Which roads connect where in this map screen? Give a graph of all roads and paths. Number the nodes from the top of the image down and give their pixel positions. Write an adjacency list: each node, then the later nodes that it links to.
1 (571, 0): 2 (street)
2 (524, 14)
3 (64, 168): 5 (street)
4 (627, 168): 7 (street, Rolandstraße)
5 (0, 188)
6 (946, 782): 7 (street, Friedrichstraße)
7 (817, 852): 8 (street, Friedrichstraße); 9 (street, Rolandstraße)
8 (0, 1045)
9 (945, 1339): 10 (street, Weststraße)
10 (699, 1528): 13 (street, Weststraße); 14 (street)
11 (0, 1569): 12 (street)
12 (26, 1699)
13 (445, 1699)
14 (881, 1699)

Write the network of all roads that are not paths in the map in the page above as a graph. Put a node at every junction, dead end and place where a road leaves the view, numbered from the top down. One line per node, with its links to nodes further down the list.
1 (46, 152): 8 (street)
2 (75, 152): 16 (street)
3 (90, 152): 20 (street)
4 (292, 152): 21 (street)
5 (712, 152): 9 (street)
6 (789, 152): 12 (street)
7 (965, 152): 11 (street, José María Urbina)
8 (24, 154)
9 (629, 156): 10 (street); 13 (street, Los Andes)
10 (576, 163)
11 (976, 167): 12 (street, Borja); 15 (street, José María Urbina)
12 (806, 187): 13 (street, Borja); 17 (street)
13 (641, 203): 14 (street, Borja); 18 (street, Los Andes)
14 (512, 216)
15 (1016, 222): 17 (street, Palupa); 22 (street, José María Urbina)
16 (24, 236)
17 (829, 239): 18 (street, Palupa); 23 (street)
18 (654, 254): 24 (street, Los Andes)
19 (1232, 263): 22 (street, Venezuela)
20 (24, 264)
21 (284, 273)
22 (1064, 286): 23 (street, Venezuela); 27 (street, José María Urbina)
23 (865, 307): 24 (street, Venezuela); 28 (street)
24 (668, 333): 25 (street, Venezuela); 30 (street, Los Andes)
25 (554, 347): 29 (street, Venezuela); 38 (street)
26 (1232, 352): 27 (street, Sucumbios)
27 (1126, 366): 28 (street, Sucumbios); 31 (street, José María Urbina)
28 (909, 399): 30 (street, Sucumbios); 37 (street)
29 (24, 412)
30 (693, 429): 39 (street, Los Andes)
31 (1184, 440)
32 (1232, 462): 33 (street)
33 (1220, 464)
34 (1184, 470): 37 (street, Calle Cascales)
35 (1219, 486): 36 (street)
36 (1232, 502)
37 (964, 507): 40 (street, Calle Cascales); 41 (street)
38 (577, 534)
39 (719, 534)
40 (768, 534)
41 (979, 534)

**EXERCISE GOAL**
Take the entries above and repeat them verbatim.

**WRITTEN ANSWER**
Which roads connect where in this map screen? Give a graph of all roads and paths. Number the nodes from the top of the image down and give their pixel positions. Write an adjacency list: each node, then the later nodes that it links to.
1 (571, 0): 2 (street)
2 (524, 14)
3 (64, 168): 5 (street)
4 (627, 168): 7 (street, Rolandstraße)
5 (0, 188)
6 (946, 782): 7 (street, Friedrichstraße)
7 (817, 852): 8 (street, Friedrichstraße); 9 (street, Rolandstraße)
8 (0, 1045)
9 (945, 1339): 10 (street, Weststraße)
10 (699, 1528): 13 (street, Weststraße); 14 (street)
11 (0, 1569): 12 (street)
12 (26, 1699)
13 (445, 1699)
14 (881, 1699)

Write the network of all roads that are not paths in the map in the page above as a graph. Put a node at every junction, dead end and place where a road leaves the view, numbered from the top down. One line per node, with its links to nodes further down the list.
1 (46, 152): 8 (street)
2 (75, 152): 16 (street)
3 (90, 152): 20 (street)
4 (292, 152): 21 (street)
5 (712, 152): 9 (street)
6 (789, 152): 12 (street)
7 (965, 152): 11 (street, José María Urbina)
8 (24, 154)
9 (629, 156): 10 (street); 13 (street, Los Andes)
10 (576, 163)
11 (976, 167): 12 (street, Borja); 15 (street, José María Urbina)
12 (806, 187): 13 (street, Borja); 17 (street)
13 (641, 203): 14 (street, Borja); 18 (street, Los Andes)
14 (512, 216)
15 (1016, 222): 17 (street, Palupa); 22 (street, José María Urbina)
16 (24, 236)
17 (829, 239): 18 (street, Palupa); 23 (street)
18 (654, 254): 24 (street, Los Andes)
19 (1232, 263): 22 (street, Venezuela)
20 (24, 264)
21 (284, 273)
22 (1064, 286): 23 (street, Venezuela); 27 (street, José María Urbina)
23 (865, 307): 24 (street, Venezuela); 28 (street)
24 (668, 333): 25 (street, Venezuela); 30 (street, Los Andes)
25 (554, 347): 29 (street, Venezuela); 38 (street)
26 (1232, 352): 27 (street, Sucumbios)
27 (1126, 366): 28 (street, Sucumbios); 31 (street, José María Urbina)
28 (909, 399): 30 (street, Sucumbios); 37 (street)
29 (24, 412)
30 (693, 429): 39 (street, Los Andes)
31 (1184, 440)
32 (1232, 462): 33 (street)
33 (1220, 464)
34 (1184, 470): 37 (street, Calle Cascales)
35 (1219, 486): 36 (street)
36 (1232, 502)
37 (964, 507): 40 (street, Calle Cascales); 41 (street)
38 (577, 534)
39 (719, 534)
40 (768, 534)
41 (979, 534)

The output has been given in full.